Mom remembers one-year-old’s battle with COVID-19

OMAHA, Neb. (KETV) – A one-year-old boy with Down syndrome is recovering after spending a month in hospital on a ventilator to fight COVID-19.

As her mother Amy Crosby drove from South Dakota to Nebraska Children’s Hospital in Omaha, she wondered if she would return without her one-year-old son, Crue Crosby. The infant, who has Down syndrome, tested positive for COVID-19 in December.

“They just said, ‘He’s very sick, Amy. We’ll do our best to get him home with you,’ Crosby said. “I just didn’t know what our future was going to hold.

Crue Crosby, 1, tested positive for COVID-19 in December. He has Down syndrome, and his history of open-heart surgery and a rare immune disease made the virus so much scarier, his mother says.(Source: Facebook/Crue Crosby, KETV via CNN)

Crosby quickly realized that this would be a future filled with hits, leads, and plenty of questions. She and her husband were shocked when they learned of Crue’s diagnosis as they had taken extreme precautions since birth.

“Which is best?” What’s not the best? Are we doing all we can? Did we do all we could? How did we catch it? said Crosby.

Crue’s parents are vaccinated against the virus, but children under 5 cannot yet be vaccinated.

Dr Sharon Stoolman, pediatrician at Children’s, says it’s impossible to live in a bubble, especially with such high community transmission.

“We find that the burden of disease falls disproportionately on these young children,” she said. “Some children with special needs have a weak immune response to infections in the first place.”

For these children, wearing a mask can also be difficult. If the adults around them do not take precautions, children are particularly susceptible to the virus.

Crue’s history of open-heart surgery and a rare immune disease made COVID so much scarier, her mother says. He needed specialist care, which is why they traveled for hours to Omaha.

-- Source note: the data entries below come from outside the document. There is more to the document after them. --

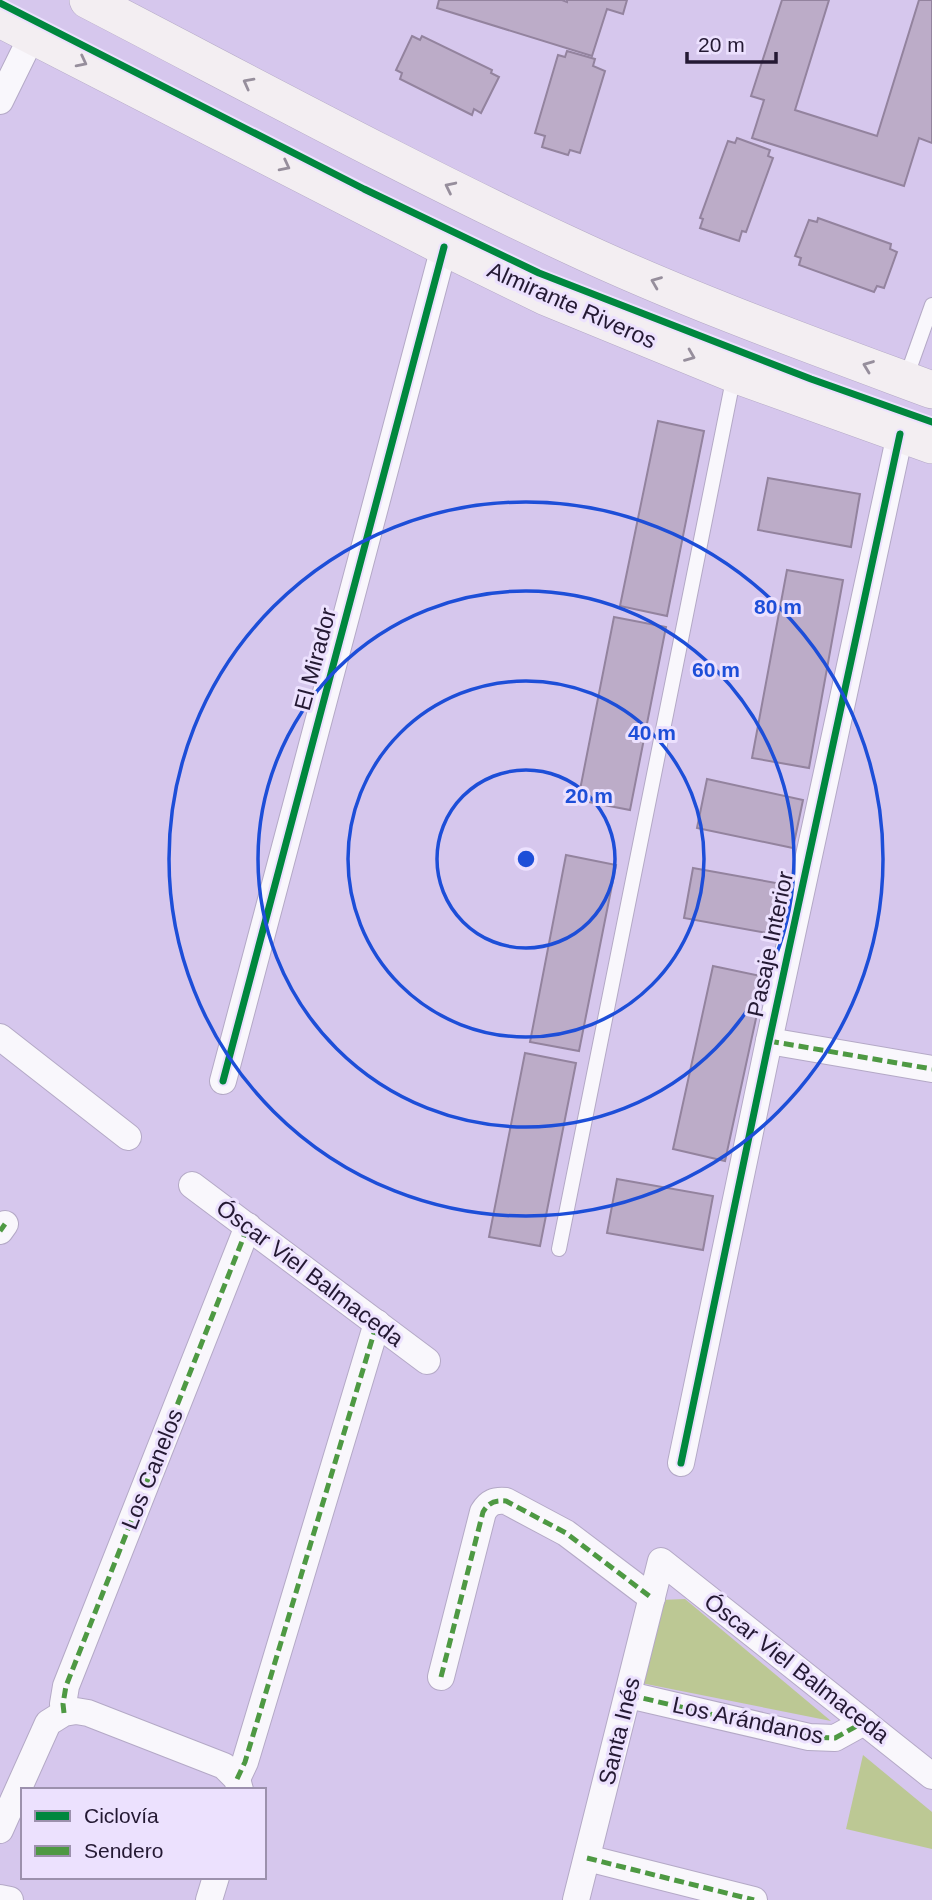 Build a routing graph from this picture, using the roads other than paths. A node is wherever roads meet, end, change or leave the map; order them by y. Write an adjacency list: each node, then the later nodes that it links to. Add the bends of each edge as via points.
1 (88, 0): 5 (main road, one-way to 1)
2 (0, 19): 3 (main road, Almirante Riveros)
3 (32, 36): 4 (street); 6 (main road, Almirante Riveros, one-way to 6)
4 (0, 101)
5 (388, 156): 6 (main road, via 359,194); 9 (main road, one-way to 5, via 571,246)
6 (346, 197): 7 (main road, Almirante Riveros)
7 (444, 247): 10 (main road, Almirante Riveros, one-way to 10, via 581,312); 17 (street, El Mirador)
8 (932, 305): 11 (lane)
9 (822, 348): 11 (main road, one-way to 9); 12 (main road)
10 (734, 374): 12 (main road, Almirante Riveros); 21 (lane)
11 (919, 385)
12 (804, 399): 13 (main road, Almirante Riveros)
13 (916, 440): 15 (street, Pasaje Interior)
14 (0, 1037): 18 (street)
15 (769, 1041): 16 (street); 24 (street, Pasaje Interior)
16 (932, 1069)
17 (223, 1081)
18 (128, 1137)
19 (192, 1185): 20 (street, Óscar Viel Balmaceda)
20 (248, 1226): 22 (street, Óscar Viel Balmaceda); 29 (street, Los Canelos, via 66,1686)
21 (559, 1249)
22 (377, 1323): 23 (street, Óscar Viel Balmaceda); 32 (street)
23 (428, 1361)
24 (681, 1463)
25 (661, 1561): 26 (street, Santa Inés); 30 (street, Óscar Viel Balmaceda)
26 (652, 1598): 27 (street, via 566,1532 506,1501 491,1502 483,1512); 28 (street, Santa Inés)
27 (441, 1677)
28 (629, 1695): 30 (street, Los Arándanos, via 809,1737 835,1738); 34 (street, Santa Inés)
29 (64, 1713): 32 (street, via 88,1713 224,1766); 33 (street, via 48,1723)
30 (864, 1722): 31 (street, Óscar Viel Balmaceda)
31 (932, 1776)
32 (239, 1784)
33 (0, 1830)
34 (587, 1858): 39 (street, Santa Inés); 40 (street)
35 (215, 1879): 38 (street)
36 (0, 1898): 37 (street)
37 (10, 1900)
38 (209, 1900)
39 (576, 1900)
40 (754, 1900)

“We got bad taste, and it was awful. I wouldn’t wish that on my worst enemy,” Crosby said.

For a while, the family didn’t know if the trip was worth it, as the hospital had a bed but no nurses were available. A nurse stepped in to take an extra shift.

During the month that Crue was intubated, children’s intensive care unit beds became increasingly difficult to find.

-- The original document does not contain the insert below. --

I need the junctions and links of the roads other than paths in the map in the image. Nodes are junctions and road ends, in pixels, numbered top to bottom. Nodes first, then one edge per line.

“Every day it’s an interesting discussion about how we make sure we can take care of all the sick children in the community,” Stoolman said. “I think we are in the eye of the storm.

For Crue, this storm is finally calming down. He was taken off a ventilator this week, but has a long way to go to recover.

“What exactly happened was my nightmare, my worst dream I thought could ever happen,” Crosby said.

But the mother of the one-year-old is just grateful to be able to drive home with her son in the back seat.

“I just want to grab him and cuddle him and kiss him and tell him how proud I am of him, which I tell him all the time,” Crosby said.

Last year, Children’s had about one or two kids a week with COVID-19, Stoolman says. In mid-January this year, there were 18 children in their hospital with the virus.